中でも、トレナちゃんの影に隠れて存在感の薄いドリスちゃんとエルケちゃんの二人が問題なのだけど、この二人はジュリアス卿が屋敷に顔を見せるようになって以来、ほぼ裏方に徹しっぱなしである。
俺も顔を見るのはキッチンで食材を渡すときぐらい。
まあトレナちゃんがクルクルと良く動き回るから支障は無いし、俺やジュリアス卿が屋敷にいないときには表に出てきて色々と仕事をしているらしいが・・・
あれ?
つまりナニか?
俺は二人に避けられていたと?
「ねえトレナちゃん、以前にテレーズさんの反応も見てるからドリスちゃんやエルケちゃんがジュリアス卿の前に出たくないって気持ちは分かるけどさ、俺はどうして? そんなに怖がられてるの? 俺の顔って怖いの?」
思わずトレナちゃんを問い詰めたら苦笑された。
「怖い訳はないですよ。だいたいクライス様ほどお優しい主さまの話は聞いたことがありません!」
「じゃあなんで? 勇者って存在が不気味とか?」
悪い方向にしか想像が行かない。
「えっとですね...このお屋敷は大精霊アスワン様がお造りになったものをクライス様が譲り受けられている訳ですよね?」
「借りてるだけだよ」
「そこは余り関係ないかと。現に、このお屋敷の主はクライス様ですので」
「じゃあそうだとして、なんで?」
「魔石ランプも無いのに夜中も明るくて勝手に汚れが消える屋内、いつも綺麗な水が絶えない水瓶、指で触れるだけで熱くなるカマド、食材が傷まないパントリー...不思議な魔法だらけです。まさに大精霊様の奇跡を具現化したかのようなお屋敷」
「まあアスワンだからね。物作りに掛けては凄まじい情熱だよ」
アスワンに対する俺の言いようも、だいぶパルレアっぽくなってきた自覚がある。
「その大精霊アスワン様と友人同士のように対等に語り合う...これを庶民の言葉では『タメ口』と申しますが」
「知ってる」
「パルミュナちゃん、いえ、パルレアちゃんを妹さまとし、大精霊アスワン様とタメ口で話していらっしゃる勇者クライス様を見て、どうとも思わない方が不思議ですよ」
「そうなの?」
「だって、ご友人の方々ならまだしも私たちはただの使用人ですからね? クライス様のことが『怖い』んじゃなくって、『畏れ多い』んですよ」
「えー、大袈裟じゃないか? ただの勇者だよ」
「ただの、という形容はそぐわないです」
「そもそも勇者ってのも便宜上の呼び名だし、別に権威のある称号とかじゃないからなあ」
「権威とか爵位のような階級的なことじゃ無くて、もっとこう心の底から...本能的って言うか感覚的なモノなんですよね...」
「でも俺、トレナちゃんから畏れ多く扱われてる自覚とかないけど?」
むしろ転移で『お使い』に行かされたりしてるよね?
「まあ、私はクライス様に婚約式の介添人を引き受けて頂いた上に贈り物まで賜り、もはや勝手に他人では無いかのように感じてしまっていますけれど」
「もちろん俺もトレナちゃんやサミュエル君を他人だとは思ってないからね? もう正直、同年代の親戚くらいの感覚だな」
「ありがとうございます。

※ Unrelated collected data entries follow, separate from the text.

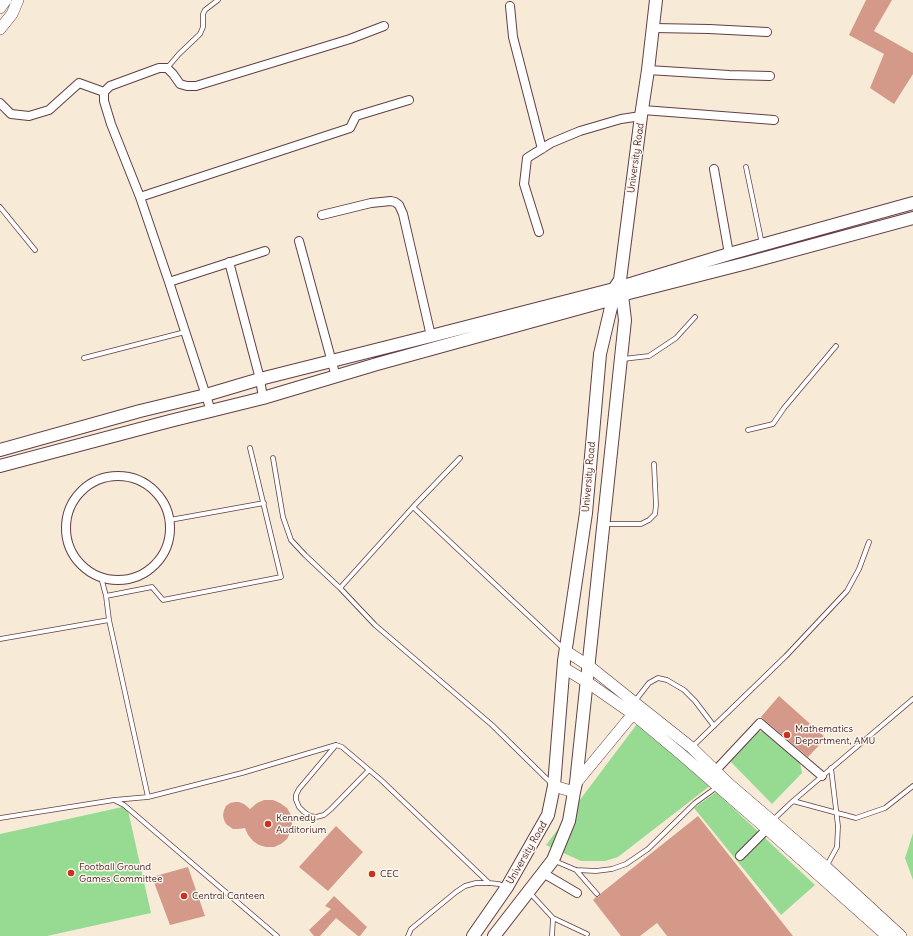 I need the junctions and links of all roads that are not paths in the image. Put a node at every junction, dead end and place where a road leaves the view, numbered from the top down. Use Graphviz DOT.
graph roads {
  1 [pos="6,0"];
  2 [pos="18,0"];
  3 [pos="218,0"];
  4 [pos="656,0"];
  5 [pos="510,6"];
  6 [pos="0,8"];
  7 [pos="384,26"];
  8 [pos="654,28"];
  9 [pos="0,29"];
  10 [pos="767,32"];
  11 [pos="167,68"];
  12 [pos="648,70"];
  13 [pos="770,76"];
  14 [pos="104,92"];
  15 [pos="409,100"];
  16 [pos="0,103"];
  17 [pos="642,113"];
  18 [pos="774,120"];
  19 [pos="542,149"];
  20 [pos="746,167"];
  21 [pos="714,169"];
  22 [pos="140,197"];
  23 [pos="913,203"];
  24 [pos="0,207"];
  25 [pos="322,215"];
  26 [pos="913,218"];
  27 [pos="539,232"];
  28 [pos="298,241"];
  29 [pos="762,245"];
  30 [pos="35,250"];
  31 [pos="265,251"];
  32 [pos="728,254"];
  33 [pos="229,262"];
  34 [pos="169,282"];
  35 [pos="618,290"];
  36 [pos="695,317"];
  37 [pos="185,332"];
  38 [pos="432,336"];
  39 [pos="836,346"];
  40 [pos="84,358"];
  41 [pos="620,359"];
  42 [pos="331,361"];
  43 [pos="336,377"];
  44 [pos="260,379"];
  45 [pos="206,395"];
  46 [pos="263,398"];
  47 [pos="211,411"];
  48 [pos="748,430"];
  49 [pos="250,448"];
  50 [pos="0,450"];
  51 [pos="273,458"];
  52 [pos="460,458"];
  53 [pos="654,464"];
  54 [pos="0,466"];
  55 [pos="264,503"];
  56 [pos="413,506"];
  57 [pos="170,520"];
  58 [pos="603,524"];
  59 [pos="869,542"];
  60 [pos="101,577"];
  61 [pos="340,588"];
  62 [pos="106,596"];
  63 [pos="109,620"];
  64 [pos="0,639"];
  65 [pos="566,651"];
  66 [pos="588,666"];
  67 [pos="564,668"];
  68 [pos="587,682"];
  69 [pos="913,699"];
  70 [pos="636,707"];
  71 [pos="714,726"];
  72 [pos="336,745"];
  73 [pos="692,748"];
  74 [pos="831,768"];
  75 [pos="369,770"];
  76 [pos="716,771"];
  77 [pos="822,776"];
  78 [pos="554,786"];
  79 [pos="718,786"];
  80 [pos="913,786"];
  81 [pos="575,787"];
  82 [pos="148,797"];
  83 [pos="114,800"];
  84 [pos="792,801"];
  85 [pos="836,813"];
  86 [pos="0,818"];
  87 [pos="769,825"];
  88 [pos="740,856"];
  89 [pos="553,860"];
  90 [pos="826,867"];
  91 [pos="576,870"];
  92 [pos="543,873"];
  93 [pos="489,883"];
  94 [pos="507,887"];
  95 [pos="528,891"];
  96 [pos="576,893"];
  97 [pos="597,894"];
  98 [pos="553,918"];
  99 [pos="587,934"];
  100 [pos="277,936"];
  101 [pos="408,936"];
  102 [pos="473,936"];
  103 [pos="494,936"];
  104 [pos="552,936"];
  105 [pos="887,936"];
  106 [pos="901,936"];
  1 -- 6 [label="street"];
  2 -- 9 [label="street"];
  3 -- 11 [label="lane"];
  4 -- 8 [label="main road, University Road"];
  5 -- 19 [label="street"];
  7 -- 11 [label="street"];
  8 -- 10 [label="street"];
  8 -- 12 [label="main road, University Road"];
  11 -- 14 [label="street"];
  12 -- 13 [label="street"];
  12 -- 17 [label="main road, University Road"];
  14 -- 16 [label="street"];
  14 -- 22 [label="street"];
  15 -- 22 [label="street"];
  17 -- 18 [label="street"];
  17 -- 19 [label="street"];
  17 -- 35 [label="main road, University Road"];
  19 -- 27 [label="street"];
  20 -- 29 [label="lane"];
  21 -- 32 [label="street"];
  22 -- 34 [label="street"];
  23 -- 29 [label="main road"];
  24 -- 30 [label="lane"];
  25 -- 38 [label="street"];
  26 -- 35 [label="main road"];
  28 -- 42 [label="street"];
  29 -- 32 [label="main road"];
  31 -- 33 [label="street"];
  32 -- 35 [label="main road"];
  33 -- 34 [label="street"];
  33 -- 44 [label="street"];
  34 -- 37 [label="street"];
  35 -- 38 [label="main road"];
  35 -- 41 [label="main road"];
  35 -- 43 [label="main road"];
  35 -- 65 [label="main road, University Road"];
  36 -- 41 [label="lane"];
  37 -- 40 [label="lane"];
  37 -- 45 [label="street"];
  38 -- 42 [label="main road"];
  39 -- 48 [label="lane"];
  41 -- 58 [label="main road"];
  42 -- 43 [label="street"];
  42 -- 44 [label="main road"];
  43 -- 46 [label="main road"];
  44 -- 45 [label="main road"];
  44 -- 46 [label="street"];
  45 -- 47 [label="street"];
  45 -- 50 [label="main road"];
  46 -- 47 [label="main road"];
  47 -- 54 [label="main road"];
  49 -- 55 [label="lane"];
  51 -- 61 [label="lane"];
  52 -- 56 [label="lane"];
  53 -- 58 [label="lane"];
  55 -- 57 [label="lane"];
  55 -- 62 [label="lane"];
  56 -- 61 [label="lane"];
  56 -- 65 [label="lane"];
  57 -- 60 [label="street"];
  57 -- 60 [label="street"];
  58 -- 66 [label="main road"];
  59 -- 71 [label="lane"];
  60 -- 62 [label="lane"];
  61 -- 78 [label="lane"];
  62 -- 63 [label="lane"];
  63 -- 64 [label="lane"];
  63 -- 82 [label="lane"];
  65 -- 66 [label="street"];
  65 -- 67 [label="main road, University Road"];
  66 -- 68 [label="main road"];
  66 -- 70 [label="street"];
  67 -- 68 [label="street"];
  67 -- 78 [label="main road, University Road"];
  68 -- 70 [label="street"];
  68 -- 81 [label="main road"];
  69 -- 74 [label="lane"];
  70 -- 71 [label="lane"];
  70 -- 73 [label="street"];
  70 -- 79 [label="street"];
  70 -- 81 [label="street"];
  71 -- 73 [label="lane"];
  72 -- 75 [label="lane"];
  72 -- 75 [label="lane"];
  72 -- 82 [label="lane"];
  73 -- 76 [label="street"];
  74 -- 77 [label="lane"];
  74 -- 85 [label="lane"];
  75 -- 93 [label="lane"];
  76 -- 77 [label="street"];
  76 -- 87 [label="street"];
  77 -- 84 [label="lane"];
  78 -- 81 [label="street"];
  78 -- 94 [label="main road, University Road"];
  79 -- 87 [label="street"];
  79 -- 91 [label="lane"];
  80 -- 85 [label="lane"];
  81 -- 89 [label="main road"];
  82 -- 83 [label="lane"];
  83 -- 86 [label="lane"];
  83 -- 100 [label="lane"];
  84 -- 85 [label="lane"];
  84 -- 87 [label="lane"];
  85 -- 90 [label="lane"];
  87 -- 88 [label="street"];
  87 -- 90 [label="street"];
  87 -- 105 [label="street"];
  89 -- 91 [label="lane"];
  89 -- 92 [label="main road"];
  90 -- 106 [label="street"];
  91 -- 97 [label="lane"];
  92 -- 95 [label="main road"];
  92 -- 96 [label="street"];
  93 -- 94 [label="lane"];
  93 -- 101 [label="lane"];
  94 -- 102 [label="main road, University Road"];
  95 -- 98 [label="lane"];
  95 -- 103 [label="main road"];
  98 -- 99 [label="lane"];
  98 -- 104 [label="lane"];
}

サミュエル様が聞いたら泣いて喜びます」
「それはいいから!」
「とにかく、エルケやドリスは仕方ないと思います。クライス様のお顔を眺めてると緊張して仕事にならないんですよ、あの二人は」
「マジか」
「大マジです。勇者様のお屋敷で使用人だったことがあるって記憶だけで、今後の人生の支えにして生きていけそうですからね」
「怖いなあ...」
「私たち庶民って、そう言うモノですよ?」
うーん、なるほど・・・
みんながみんな、トレナちゃんのようにどんな環境でもブレないという訳では無いのだ。
屋敷での仕事や俺自身に対して不満はない、と言うか、むしろこの屋敷で働くことを幸運だと思って貰えてる事は分かったけど、ともかく緊張しているのなら緊張を緩める必要があるよな?
出来ればルマント村に向かう前に。